• **Activity**
Check every line of the material below for the string "dead", and return the ones that have it.

• **Listed entries**
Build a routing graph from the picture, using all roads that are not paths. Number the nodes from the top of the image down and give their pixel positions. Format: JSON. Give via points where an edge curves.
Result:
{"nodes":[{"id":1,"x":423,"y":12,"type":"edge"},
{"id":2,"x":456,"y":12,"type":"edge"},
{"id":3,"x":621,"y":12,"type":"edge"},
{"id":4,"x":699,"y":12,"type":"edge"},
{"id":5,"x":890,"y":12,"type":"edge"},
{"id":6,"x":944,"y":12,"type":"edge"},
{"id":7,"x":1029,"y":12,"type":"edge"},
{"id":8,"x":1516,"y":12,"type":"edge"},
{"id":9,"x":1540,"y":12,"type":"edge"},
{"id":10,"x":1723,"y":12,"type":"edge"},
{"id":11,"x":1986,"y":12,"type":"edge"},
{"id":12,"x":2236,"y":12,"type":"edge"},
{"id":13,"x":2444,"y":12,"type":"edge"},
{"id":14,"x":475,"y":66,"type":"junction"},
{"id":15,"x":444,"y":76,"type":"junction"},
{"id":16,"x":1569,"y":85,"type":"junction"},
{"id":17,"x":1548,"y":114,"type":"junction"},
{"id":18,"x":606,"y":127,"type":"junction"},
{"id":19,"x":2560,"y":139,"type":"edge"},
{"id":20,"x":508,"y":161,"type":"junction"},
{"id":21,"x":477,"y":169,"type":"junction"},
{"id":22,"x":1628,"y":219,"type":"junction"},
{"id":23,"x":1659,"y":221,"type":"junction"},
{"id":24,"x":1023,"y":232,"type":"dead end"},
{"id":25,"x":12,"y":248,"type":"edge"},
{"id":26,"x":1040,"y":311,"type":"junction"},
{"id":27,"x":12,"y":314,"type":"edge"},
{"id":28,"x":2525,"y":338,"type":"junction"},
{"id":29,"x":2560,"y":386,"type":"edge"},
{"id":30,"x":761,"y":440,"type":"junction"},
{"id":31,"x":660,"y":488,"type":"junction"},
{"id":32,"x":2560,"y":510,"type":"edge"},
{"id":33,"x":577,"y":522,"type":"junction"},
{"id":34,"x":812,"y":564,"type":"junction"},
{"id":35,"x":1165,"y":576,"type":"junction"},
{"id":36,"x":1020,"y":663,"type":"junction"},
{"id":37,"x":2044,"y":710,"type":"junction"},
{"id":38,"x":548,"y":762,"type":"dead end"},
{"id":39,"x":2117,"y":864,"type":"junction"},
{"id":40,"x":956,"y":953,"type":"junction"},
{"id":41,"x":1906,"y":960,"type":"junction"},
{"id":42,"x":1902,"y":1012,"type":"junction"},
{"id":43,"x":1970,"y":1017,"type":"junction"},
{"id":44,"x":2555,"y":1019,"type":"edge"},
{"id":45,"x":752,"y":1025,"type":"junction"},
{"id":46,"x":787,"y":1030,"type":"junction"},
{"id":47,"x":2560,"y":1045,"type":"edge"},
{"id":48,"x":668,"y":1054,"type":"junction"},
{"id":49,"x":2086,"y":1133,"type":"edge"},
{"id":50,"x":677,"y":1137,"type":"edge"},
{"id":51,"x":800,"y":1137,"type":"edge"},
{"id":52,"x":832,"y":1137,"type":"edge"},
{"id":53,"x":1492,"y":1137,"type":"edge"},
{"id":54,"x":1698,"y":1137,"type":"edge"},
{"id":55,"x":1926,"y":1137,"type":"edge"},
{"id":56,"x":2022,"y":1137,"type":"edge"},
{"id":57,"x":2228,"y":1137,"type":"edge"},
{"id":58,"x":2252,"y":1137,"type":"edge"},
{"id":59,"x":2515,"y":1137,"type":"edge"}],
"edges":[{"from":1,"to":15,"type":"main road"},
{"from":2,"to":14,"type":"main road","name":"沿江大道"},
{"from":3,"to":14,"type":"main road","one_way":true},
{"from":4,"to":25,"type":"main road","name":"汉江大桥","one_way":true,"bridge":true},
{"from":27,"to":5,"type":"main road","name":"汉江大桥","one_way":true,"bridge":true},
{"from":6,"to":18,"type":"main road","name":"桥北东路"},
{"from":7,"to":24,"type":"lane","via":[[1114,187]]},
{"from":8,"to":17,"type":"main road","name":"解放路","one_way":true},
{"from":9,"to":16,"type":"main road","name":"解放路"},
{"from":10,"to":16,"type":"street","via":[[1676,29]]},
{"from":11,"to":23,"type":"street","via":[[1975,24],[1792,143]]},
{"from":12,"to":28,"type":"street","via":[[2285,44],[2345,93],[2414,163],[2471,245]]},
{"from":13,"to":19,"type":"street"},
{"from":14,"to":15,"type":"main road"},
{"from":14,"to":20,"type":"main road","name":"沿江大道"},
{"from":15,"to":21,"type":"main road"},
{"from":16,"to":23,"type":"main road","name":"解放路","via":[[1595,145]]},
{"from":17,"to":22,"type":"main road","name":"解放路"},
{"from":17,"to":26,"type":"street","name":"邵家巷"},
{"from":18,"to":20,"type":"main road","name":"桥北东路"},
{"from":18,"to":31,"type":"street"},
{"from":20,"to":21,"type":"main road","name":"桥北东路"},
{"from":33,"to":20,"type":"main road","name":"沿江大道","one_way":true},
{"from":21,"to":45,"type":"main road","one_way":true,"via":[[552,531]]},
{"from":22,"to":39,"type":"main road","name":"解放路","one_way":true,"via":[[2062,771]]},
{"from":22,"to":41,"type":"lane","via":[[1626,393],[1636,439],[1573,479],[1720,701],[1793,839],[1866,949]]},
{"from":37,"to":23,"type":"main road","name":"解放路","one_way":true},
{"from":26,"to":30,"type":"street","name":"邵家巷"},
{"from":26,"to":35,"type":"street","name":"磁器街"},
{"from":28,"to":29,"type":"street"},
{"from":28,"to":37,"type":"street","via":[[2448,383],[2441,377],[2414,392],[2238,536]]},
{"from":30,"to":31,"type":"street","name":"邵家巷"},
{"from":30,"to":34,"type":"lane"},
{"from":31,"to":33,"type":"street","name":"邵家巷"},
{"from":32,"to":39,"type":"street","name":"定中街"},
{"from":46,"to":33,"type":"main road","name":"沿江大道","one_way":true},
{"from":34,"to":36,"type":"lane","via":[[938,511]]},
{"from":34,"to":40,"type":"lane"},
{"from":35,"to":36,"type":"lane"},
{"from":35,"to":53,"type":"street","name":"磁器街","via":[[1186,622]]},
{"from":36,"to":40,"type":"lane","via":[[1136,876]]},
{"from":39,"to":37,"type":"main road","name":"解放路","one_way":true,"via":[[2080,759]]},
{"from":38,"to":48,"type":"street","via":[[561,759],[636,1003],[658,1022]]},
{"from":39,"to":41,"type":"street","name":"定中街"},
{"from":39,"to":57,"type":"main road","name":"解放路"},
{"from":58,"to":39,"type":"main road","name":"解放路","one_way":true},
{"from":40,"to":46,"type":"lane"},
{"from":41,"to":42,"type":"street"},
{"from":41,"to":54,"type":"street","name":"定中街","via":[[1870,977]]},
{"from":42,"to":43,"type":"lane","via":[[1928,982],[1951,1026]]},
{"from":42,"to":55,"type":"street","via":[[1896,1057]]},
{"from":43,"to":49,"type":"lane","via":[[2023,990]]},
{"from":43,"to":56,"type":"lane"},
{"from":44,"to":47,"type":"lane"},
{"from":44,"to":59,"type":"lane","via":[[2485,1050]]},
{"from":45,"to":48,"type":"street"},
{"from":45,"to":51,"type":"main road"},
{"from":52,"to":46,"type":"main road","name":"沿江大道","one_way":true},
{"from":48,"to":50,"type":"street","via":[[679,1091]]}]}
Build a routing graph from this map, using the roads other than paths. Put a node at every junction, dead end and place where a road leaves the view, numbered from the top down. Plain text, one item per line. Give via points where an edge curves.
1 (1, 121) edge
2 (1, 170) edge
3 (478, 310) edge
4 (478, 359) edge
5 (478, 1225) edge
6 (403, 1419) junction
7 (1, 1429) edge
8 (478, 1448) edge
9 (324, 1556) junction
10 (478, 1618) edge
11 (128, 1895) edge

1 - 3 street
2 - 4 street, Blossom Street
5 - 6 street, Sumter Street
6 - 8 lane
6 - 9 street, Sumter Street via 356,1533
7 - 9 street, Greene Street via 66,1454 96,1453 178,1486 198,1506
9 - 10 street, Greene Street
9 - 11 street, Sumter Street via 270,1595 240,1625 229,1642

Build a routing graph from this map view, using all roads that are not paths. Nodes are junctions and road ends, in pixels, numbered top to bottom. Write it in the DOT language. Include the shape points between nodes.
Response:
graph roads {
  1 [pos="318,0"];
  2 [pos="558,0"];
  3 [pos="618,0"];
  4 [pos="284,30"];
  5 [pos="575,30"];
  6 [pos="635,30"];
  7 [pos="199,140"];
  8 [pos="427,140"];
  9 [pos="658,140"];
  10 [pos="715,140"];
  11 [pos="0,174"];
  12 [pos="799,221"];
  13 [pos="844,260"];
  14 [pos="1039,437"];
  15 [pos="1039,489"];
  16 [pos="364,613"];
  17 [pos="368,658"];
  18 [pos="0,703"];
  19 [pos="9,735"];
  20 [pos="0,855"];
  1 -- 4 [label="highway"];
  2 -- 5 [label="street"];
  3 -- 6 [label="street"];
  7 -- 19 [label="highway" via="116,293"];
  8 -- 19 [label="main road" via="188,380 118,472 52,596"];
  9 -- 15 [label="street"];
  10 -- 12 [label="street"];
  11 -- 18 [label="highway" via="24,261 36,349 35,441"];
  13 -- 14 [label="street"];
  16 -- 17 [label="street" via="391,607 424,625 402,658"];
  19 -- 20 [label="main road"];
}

• **Exercise result**
{"id":24,"x":1023,"y":232,"type":"dead end"},
{"id":38,"x":548,"y":762,"type":"dead end"},
Build a routing graph from this map, using the roads other than paths. Put a node at every junction, dead end and place where a road leaves the view, numbered from the top down. Plain text, one item per line. Give via points where an edge curves.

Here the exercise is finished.